Task brief: Report every line of the entries that contains the word "Glen".
##### Source data
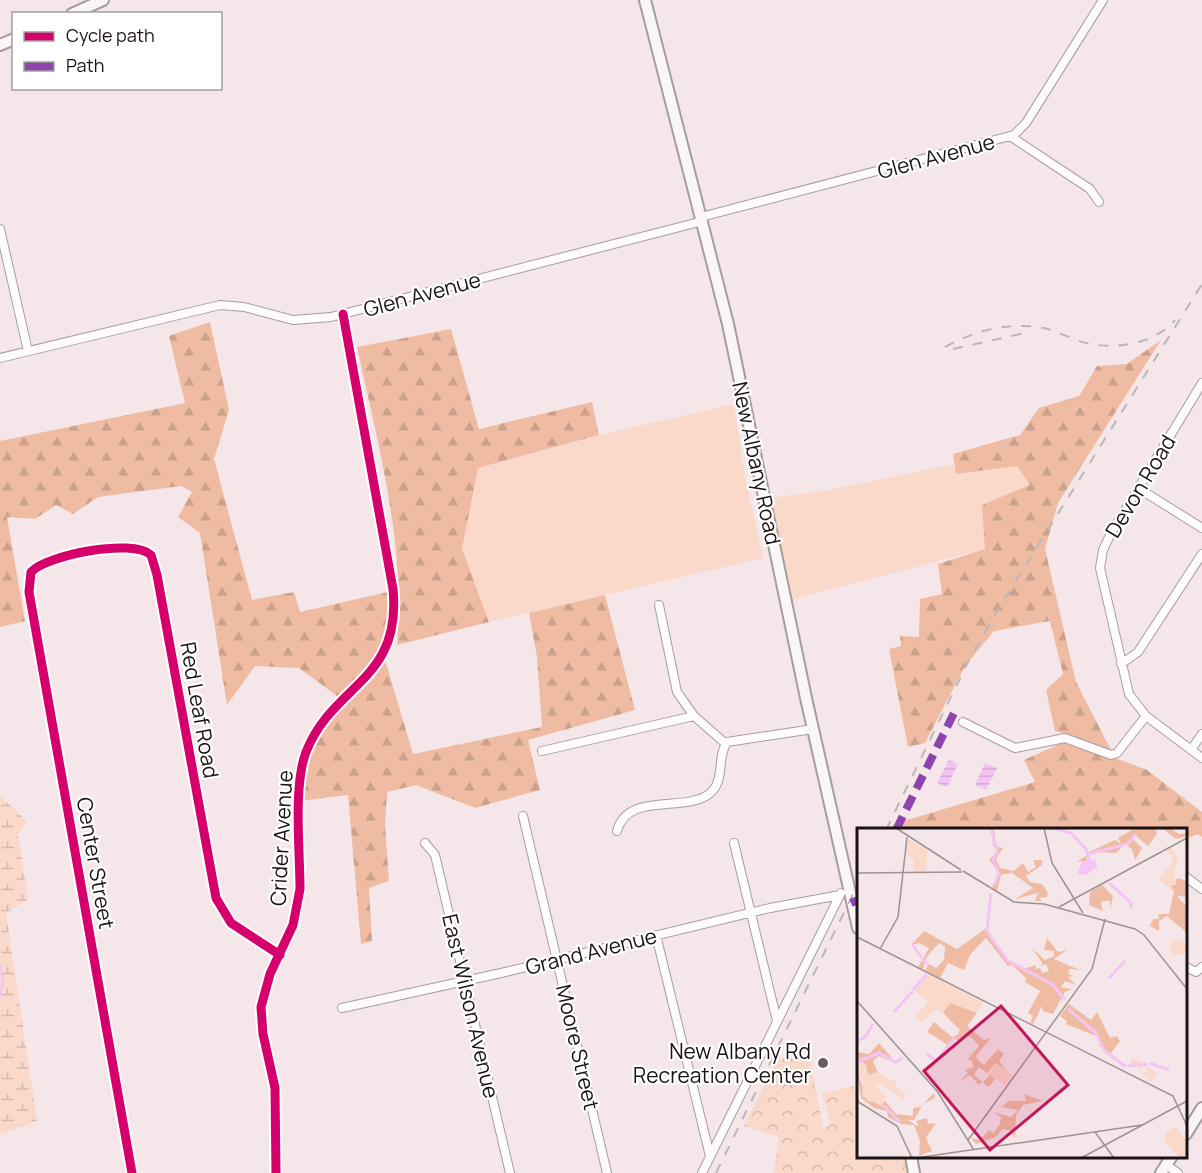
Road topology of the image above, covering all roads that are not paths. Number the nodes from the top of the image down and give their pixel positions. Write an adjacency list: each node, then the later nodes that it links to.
1 (103, 0): 4 (main road)
2 (645, 0): 7 (main road, New Albany Road)
3 (1103, 0): 5 (street, Glen Avenue)
4 (76, 12)
5 (1010, 136): 6 (street); 7 (street, Glen Avenue)
6 (1099, 202)
7 (702, 219): 9 (street, Glen Avenue); 22 (main road, New Albany Road)
8 (0, 229): 10 (street)
9 (343, 314): 10 (street, Glen Avenue); 39 (street, Crider Avenue)
10 (28, 351): 11 (street, Glen Avenue)
11 (0, 358)
12 (1202, 383): 13 (street, Devon Road)
13 (1138, 488): 14 (street); 18 (street, Devon Road)
14 (1202, 528)
15 (1202, 554): 18 (street)
16 (41, 564): 39 (street, Red Leaf Road); 51 (street, Center Street)
17 (659, 605): 19 (street)
18 (1121, 664): 20 (street, Devon Road)
19 (694, 716): 24 (street); 26 (street)
20 (1146, 716): 21 (street); 25 (street, Devon Road)
21 (963, 722)
22 (813, 729): 24 (street); 33 (main road, New Albany Road)
23 (1202, 734): 25 (street)
24 (726, 744): 29 (street)
25 (1191, 750): 27 (street, Devon Road)
26 (542, 751)
27 (1202, 758)
28 (523, 816): 40 (street, Moore Street)
29 (617, 831)
30 (425, 843): 43 (street, East Wilson Avenue)
31 (734, 843): 36 (street)
32 (1187, 878): 34 (street)
33 (848, 884): 35 (street); 37 (main road, New Albany Road)
34 (1202, 889)
35 (840, 895): 36 (street, Grand Avenue); 45 (street)
36 (750, 913): 38 (street, Grand Avenue); 45 (street)
37 (857, 924)
38 (656, 935): 40 (street, Grand Avenue); 48 (street)
39 (280, 955): 52 (street, Crider Avenue)
40 (557, 959): 43 (street, Grand Avenue); 54 (street, Moore Street)
41 (1202, 967): 42 (street)
42 (1187, 968)
43 (465, 980): 44 (street, Grand Avenue); 53 (street, East Wilson Avenue)
44 (342, 1008)
45 (777, 1022): 48 (street)
46 (1202, 1108): 47 (main road)
47 (1187, 1131)
48 (710, 1156): 55 (street)
49 (911, 1158): 56 (main road)
50 (1166, 1165): 57 (street)
51 (132, 1173)
52 (276, 1173)
53 (510, 1173)
54 (608, 1173)
55 (702, 1173)
56 (914, 1173)
57 (1178, 1173)

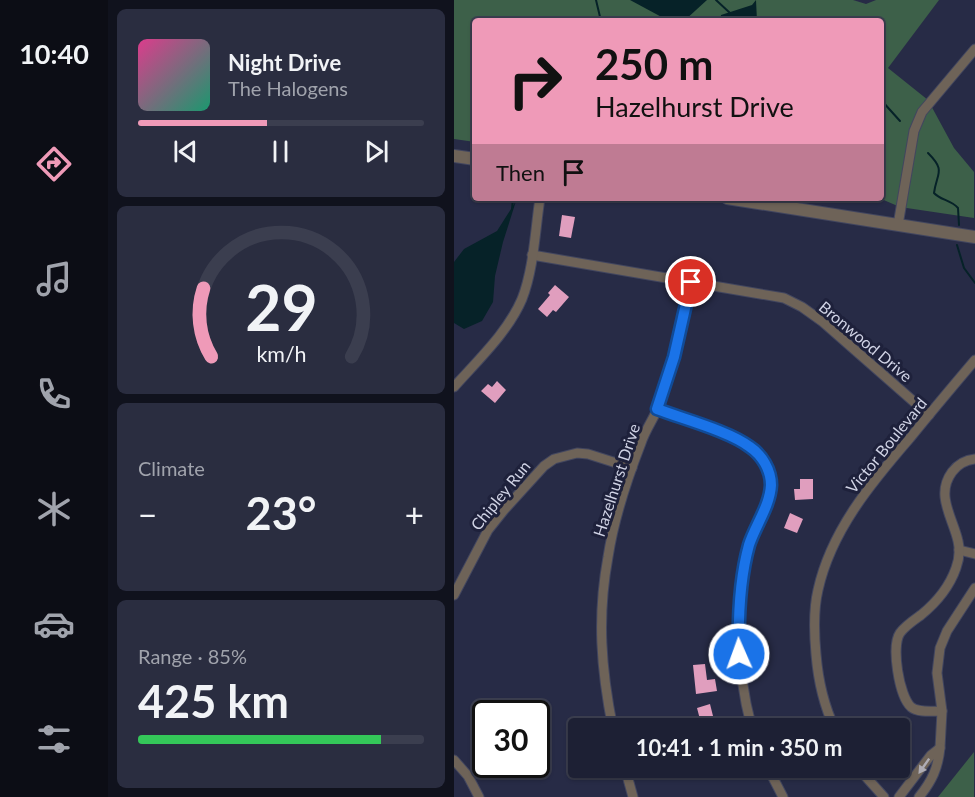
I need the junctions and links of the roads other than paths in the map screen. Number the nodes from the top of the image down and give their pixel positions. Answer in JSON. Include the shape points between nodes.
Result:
{"nodes":[{"id":1,"x":974,"y":49,"type":"edge"},
{"id":2,"x":454,"y":156,"type":"edge"},
{"id":3,"x":472,"y":159,"type":"edge"},
{"id":4,"x":540,"y":201,"type":"edge"},
{"id":5,"x":746,"y":201,"type":"edge"},
{"id":6,"x":898,"y":225,"type":"junction"},
{"id":7,"x":974,"y":237,"type":"edge"},
{"id":8,"x":532,"y":255,"type":"junction"},
{"id":9,"x":691,"y":282,"type":"junction"},
{"id":10,"x":974,"y":360,"type":"edge"},
{"id":11,"x":454,"y":387,"type":"edge"},
{"id":12,"x":657,"y":409,"type":"junction"},
{"id":13,"x":929,"y":415,"type":"junction"},
{"id":14,"x":974,"y":459,"type":"edge"},
{"id":15,"x":632,"y":468,"type":"junction"},
{"id":16,"x":959,"y":550,"type":"junction"},
{"id":17,"x":974,"y":554,"type":"edge"},
{"id":18,"x":974,"y":588,"type":"edge"},
{"id":19,"x":454,"y":595,"type":"edge"},
{"id":20,"x":942,"y":711,"type":"junction"},
{"id":21,"x":611,"y":718,"type":"edge"},
{"id":22,"x":750,"y":718,"type":"edge"},
{"id":23,"x":831,"y":718,"type":"edge"},
{"id":24,"x":940,"y":748,"type":"junction"},
{"id":25,"x":454,"y":760,"type":"edge"},
{"id":26,"x":628,"y":778,"type":"edge"},
{"id":27,"x":773,"y":778,"type":"edge"},
{"id":28,"x":868,"y":778,"type":"edge"},
{"id":29,"x":479,"y":797,"type":"edge"},
{"id":30,"x":633,"y":797,"type":"edge"},
{"id":31,"x":783,"y":797,"type":"edge"},
{"id":32,"x":884,"y":797,"type":"edge"},
{"id":33,"x":899,"y":797,"type":"edge"},
{"id":34,"x":919,"y":797,"type":"edge"}],
"edges":[{"from":1,"to":6,"type":"street","via":[[922,112],[914,131]]},
{"from":2,"to":3,"type":"street"},
{"from":4,"to":8,"type":"street"},
{"from":5,"to":6,"type":"street"},
{"from":6,"to":7,"type":"street"},
{"from":8,"to":9,"type":"street","name":"Bronwood Drive"},
{"from":8,"to":11,"type":"street","via":[[521,301],[506,326]]},
{"from":9,"to":12,"type":"street","name":"Hazelhurst Drive"},
{"from":9,"to":13,"type":"street","name":"Bronwood Drive","via":[[784,298],[802,307]]},
{"from":10,"to":13,"type":"street","name":"Victor Boulevard"},
{"from":12,"to":15,"type":"street","name":"Hazelhurst Drive"},
{"from":12,"to":22,"type":"street","via":[[750,446],[760,455],[769,474],[769,496],[749,547],[738,617],[740,673]]},
{"from":13,"to":23,"type":"street","name":"Victor Boulevard","via":[[872,483],[842,528],[818,589],[814,612],[816,660]]},
{"from":14,"to":16,"type":"street","via":[[954,469],[944,489]]},
{"from":15,"to":19,"type":"street","name":"Chipley Run","via":[[577,453],[544,466],[488,530]]},
{"from":15,"to":21,"type":"street","name":"Hazelhurst Drive","via":[[615,523],[602,597],[601,654]]},
{"from":16,"to":17,"type":"street"},
{"from":16,"to":20,"type":"street","via":[[954,573],[943,593],[901,632],[896,646],[901,687],[909,705],[916,710]]},
{"from":18,"to":20,"type":"street","via":[[940,648],[937,673]]},
{"from":20,"to":24,"type":"street"},
{"from":24,"to":33,"type":"street","one_way":true},
{"from":24,"to":34,"type":"street","via":[[938,766]]},
{"from":25,"to":29,"type":"street"},
{"from":26,"to":30,"type":"street"},
{"from":27,"to":31,"type":"street"},
{"from":28,"to":32,"type":"street"}]}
##########
Written reply:
3 (1103, 0): 5 (street, Glen Avenue)
5 (1010, 136): 6 (street); 7 (street, Glen Avenue)
7 (702, 219): 9 (street, Glen Avenue); 22 (main road, New Albany Road)
9 (343, 314): 10 (street, Glen Avenue); 39 (street, Crider Avenue)
10 (28, 351): 11 (street, Glen Avenue)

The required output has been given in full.